Many of the alleged victims say what is most upsetting is that they were betrayed by someone who preyed on their religious faith. They trusted Avila because she was a fellow member of The Church of Jesus Christ of Latter-day Saints Spanish-speaking branch in Millcreek. In some cases, it was a local church leader who suggested they talk with Avila about becoming legal.
"She asked us for our temple recommends. We didn't ever think she was doing something bad," said Edgardo Flores, who moved to Utah with his wife, Sylvia Mendez, and their three children because two of them have Down syndrome.
"We were so worried about our children's health, we needed to come here," Mendez said. "[Avila] was from our church. We thought she was a good person because we shared the same faith."
The couple, natives of Uruguay, face deportation in July.
Offering help to victims » The U.S. Attorney's Office attempts to get undocumented immigrants to testify in similar cases involving con artists offering to provide legal papers for cash. They say they won't look at the immigration status of victims.
"We try to do something so victims of crime are not unfairly impacted. We recognize that in many cases people are here illegally, and we see what we can facilitate to get victims of crime to come forward that may or may not ultimately impact their immigration status," said Brett Parkinson, assistant U.S. attorney.
But so far, few have come forward in such cases, and the deportation of these families will not bolster the argument for doing so.
Salt Lake City police Chief Chris Burbank stirred some controversy earlier this year when he became one of the first and most vocal law-enforcement officials to say he was opting out of a new state law allowing local agencies to participate in enforcing federal immigration law.
Burbank said an important reason for his decision was to keep from spreading distrust of his officers in the immigrant community.
"If there's a fear that when they come forward, they in fact will be deported, they won't come forward and people will go unnecessarily victimized," Burbank said.
'ICE usually gets involved' » Leonor Perretta, an attorney whose firm is representing several of the South American families being deported in the wake of the Avila scam, says most criminal cases attract immigration enforcement agents.
"Sooner or later, ICE usually gets involved," said Perretta. "It makes it so undocumented immigrants tend to not want to report crimes committed against them."
And cases in which undocumented immigrants are bilked for promised visas that never appear is an "overly common" situation. "It happens so regularly because people take advantage of the hope for an avenue to apply for immigration benefits," Perretta said.
Among several recent cases, Hillmar Ivan Jerez-Lopez was indicted in March for impersonating an ICE agent while promising undocumented immigrants he could fix their status for a few thousand dollars.
Bill Barton, a former state lawmaker and member of the anti-illegal immigration group Save Utah, calls it a "sad situation."
"There's always these people trying to make money off them, and if they identify themselves and testify, they take a chance in getting deported," Barton said. "But they're here wrongly, illegally, and should be deported or be told to go back and stand in line to become a citizen like so many have before."
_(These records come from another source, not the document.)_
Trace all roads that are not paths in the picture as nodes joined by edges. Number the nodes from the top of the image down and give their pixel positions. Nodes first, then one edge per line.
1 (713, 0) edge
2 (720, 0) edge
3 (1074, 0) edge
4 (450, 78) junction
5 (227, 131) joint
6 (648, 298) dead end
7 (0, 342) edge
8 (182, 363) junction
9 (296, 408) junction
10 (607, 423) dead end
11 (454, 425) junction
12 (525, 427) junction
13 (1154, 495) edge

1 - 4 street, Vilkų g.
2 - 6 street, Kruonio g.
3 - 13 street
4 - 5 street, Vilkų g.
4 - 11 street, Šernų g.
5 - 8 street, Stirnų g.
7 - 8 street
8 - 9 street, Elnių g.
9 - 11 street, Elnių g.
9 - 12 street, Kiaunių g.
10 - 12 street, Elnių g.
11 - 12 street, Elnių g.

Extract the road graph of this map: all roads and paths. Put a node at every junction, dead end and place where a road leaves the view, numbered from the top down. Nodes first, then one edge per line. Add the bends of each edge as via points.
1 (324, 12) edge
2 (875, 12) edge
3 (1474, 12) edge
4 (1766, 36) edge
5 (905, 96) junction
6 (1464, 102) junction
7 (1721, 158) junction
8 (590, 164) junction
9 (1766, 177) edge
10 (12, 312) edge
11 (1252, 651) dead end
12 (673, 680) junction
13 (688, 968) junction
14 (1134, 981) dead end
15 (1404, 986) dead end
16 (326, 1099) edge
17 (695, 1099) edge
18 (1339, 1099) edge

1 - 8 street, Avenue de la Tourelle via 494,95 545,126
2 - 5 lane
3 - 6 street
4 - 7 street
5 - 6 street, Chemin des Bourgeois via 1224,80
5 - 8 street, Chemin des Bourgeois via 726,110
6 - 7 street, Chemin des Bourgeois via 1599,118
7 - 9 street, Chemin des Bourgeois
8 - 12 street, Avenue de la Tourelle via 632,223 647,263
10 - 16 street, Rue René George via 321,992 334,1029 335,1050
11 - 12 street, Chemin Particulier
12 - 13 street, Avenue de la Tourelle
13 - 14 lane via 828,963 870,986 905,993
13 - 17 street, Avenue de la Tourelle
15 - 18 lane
Several of the swindled families in the Avila investigation came to the country on a visa waiver, meaning they signed away their rights to an immigration hearing before deportation. That's the situation for Lemos and his family, who must move to Uruguay by the end of July. "We have some relatives down there, but we don't know where we're going to go," he said. "We don't have a place to live and we don't know what we'll do for jobs. I don't know what we'll do."